In Ian W. Toll’s phenomenal book Six Frigates: the Epic History of the Founding of the U.S. Navy, he quotes Humphreys saying of this unique ship design:
They are superior to any European frigate, and if others should be in [the enemy’s] company, our frigates can lead ahead and never be obliged to go into action, but on their own terms, except in a calm; in blowing weather our ships are capable of engaging to advantage double-deck ships.
From these humble origins the U.S. Navy has grown to become the largest and most powerful in the world, but this project nearly failed to get off the ground due to fears about prohibitive cost and long-standing apprehensiveness regarding military establishments. This fear in large part stemmed from another anniversary that takes place this week in history.
One of the most important events that drew the ire of the British Colonies in America and sparked the American Revolution was the Quartering Act–called the Mutiny Act in England–passed by Parliament on March 24, 1765. Though the colonies often welcomed the arrival of troops to fight the French in the French and Indian War, many thought the measure was arbitrary and obnoxious. It was especially so because they were forced to pay for these troops with no real control over the cost or implementation.
The colony of New York particularly resented this Quartering Act, not for dislike of British troops, but the high-handed nature of British Parliament. Parliament carried the act out with total disregard for the New York Assembly which resisted making payments. In The Coming of the American Revolution, historian Lawrence Lawrence H. Gipson wrote, “The result was passing by Parliament in June, 1767, an act to suspend all legislative functions of the province until it had met fully the requirements of the Mutiny Act.”
The Quartering Acts gave Americans a long-term fear of standing armies and the quartering of troops in private homes and businesses. Also, most of the revolutionary leaders had a deep knowledge of the Roman Republic and its downfall in part due to a corrupted military establishment and masterful military leaders.
This fear led to the writing of the Third Amendment to the Constitution which states, “No Soldier shall, in time of peace be quartered in any house, without the consent of the owner, nor in time of war, but in a manner to be prescribed by law.”
But fear of a powerful land army did not necessarily extend to the navy. British citizens had long accepted the construction of a potent navy due to its ability to defend their interests abroad and inability to crush liberties at home. George Washington and his Federalist political allies believed it was necessity to construct a Navy to adhere to the Federal government’s constitutionally mandated duty to “provide for the common defense.” Nevertheless, there was still resistance to establishing a permanent and expensive navy. Historian Toll wrote:
Opponents of ratification warned that the navy would expand the power of the federal government to the detriment of the states; that it would increase the public debt; that it would lead to higher taxes; and that its expense would fall on the small farmer of the impoverished interior of the country, who might never even lay eyes on the sea.

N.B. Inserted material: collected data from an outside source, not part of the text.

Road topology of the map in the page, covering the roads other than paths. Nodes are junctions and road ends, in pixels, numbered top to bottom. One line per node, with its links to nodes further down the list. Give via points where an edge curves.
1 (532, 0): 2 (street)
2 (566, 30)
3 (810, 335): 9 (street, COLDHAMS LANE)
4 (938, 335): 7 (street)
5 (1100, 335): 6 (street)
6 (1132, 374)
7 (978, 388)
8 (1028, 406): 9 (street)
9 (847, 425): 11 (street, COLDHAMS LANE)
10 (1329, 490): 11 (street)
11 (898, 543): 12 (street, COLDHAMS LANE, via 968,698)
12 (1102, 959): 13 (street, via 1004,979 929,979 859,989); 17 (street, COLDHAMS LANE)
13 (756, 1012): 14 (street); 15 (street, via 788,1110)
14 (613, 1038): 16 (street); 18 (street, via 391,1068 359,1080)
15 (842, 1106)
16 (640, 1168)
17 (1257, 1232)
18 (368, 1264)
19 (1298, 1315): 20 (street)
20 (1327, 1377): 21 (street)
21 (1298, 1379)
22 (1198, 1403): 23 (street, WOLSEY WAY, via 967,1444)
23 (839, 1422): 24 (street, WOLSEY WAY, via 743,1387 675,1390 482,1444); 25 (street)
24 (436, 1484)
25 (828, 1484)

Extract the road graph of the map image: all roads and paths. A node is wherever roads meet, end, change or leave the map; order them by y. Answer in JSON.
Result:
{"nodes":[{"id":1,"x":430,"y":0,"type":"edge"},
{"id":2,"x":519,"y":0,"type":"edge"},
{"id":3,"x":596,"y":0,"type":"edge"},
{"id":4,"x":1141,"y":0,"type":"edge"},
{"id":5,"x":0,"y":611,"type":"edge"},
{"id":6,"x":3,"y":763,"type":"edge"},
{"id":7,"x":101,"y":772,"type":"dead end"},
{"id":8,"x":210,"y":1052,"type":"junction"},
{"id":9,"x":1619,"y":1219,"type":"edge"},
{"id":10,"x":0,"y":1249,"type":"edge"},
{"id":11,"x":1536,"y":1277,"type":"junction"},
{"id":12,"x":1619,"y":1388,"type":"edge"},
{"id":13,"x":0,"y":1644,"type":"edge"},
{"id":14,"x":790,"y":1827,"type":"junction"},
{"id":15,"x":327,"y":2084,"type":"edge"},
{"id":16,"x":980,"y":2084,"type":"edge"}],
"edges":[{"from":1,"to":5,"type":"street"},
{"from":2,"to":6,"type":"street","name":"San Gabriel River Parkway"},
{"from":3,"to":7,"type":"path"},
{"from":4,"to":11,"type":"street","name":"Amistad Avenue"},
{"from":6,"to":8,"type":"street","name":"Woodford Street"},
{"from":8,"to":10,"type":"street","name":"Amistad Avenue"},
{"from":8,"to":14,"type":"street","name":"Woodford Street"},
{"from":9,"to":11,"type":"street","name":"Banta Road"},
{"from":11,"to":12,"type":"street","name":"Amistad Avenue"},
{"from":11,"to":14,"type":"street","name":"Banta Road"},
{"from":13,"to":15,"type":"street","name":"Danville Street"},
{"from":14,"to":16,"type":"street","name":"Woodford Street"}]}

It must be noted though that in the early day of the Republic, the federal government had few responsibilities other than national defense, and this government was tightly restricted in scope.
In Marion Smith’s study, The Myth of American Isolationism: Commerce, Diplomacy, and Military Affairs in the Early Republic published by the Heritage Foundation, he wrote that in early American history the navy was “non-existent” and that this made U.S. commerce “a defenseless and wealthy target of plunder.”
Smith wrote:
Since American commerce could yield fruit only if U.S. citizens were able to travel and trade safely on the high seas, this vulnerability forced America to confront the nature of its national interests and how to best protect them. America’s future prosperity was a possibility, not a foregone conclusion.
The growing United States was largely reliant on commercial trade with other nations, and many Americans came to realize the necessity of some kind quick-striking force that could respond to threats on American shipping, and so supported the building of the six innovative frigates and the permanent establishment of the Navy.
This small navy performed admirably in the nation’s early military conflicts, going toe-to-toe with French and British war ships in the Quasi War with France and the War of 1812 with England, respectively. They also laid waste to the pesky Barbary pirates in several conflicts on the North African coast.
Some of these early frigates, like the USS Constitution, nicknamed “Old Ironsides” for its near miraculous ability to deflect enemy cannon fire, became legendary for their exploits on the high seas and proved their worth to the American people.
In an era in which the U.S. Navy is the smallest it has been in nearly a century, and budget priorities have been directed to numerous projects outside of national defense, it is important for Americans to understand how much American prosperity has depended on having such a powerful force to protect liberty at home and interests abroad.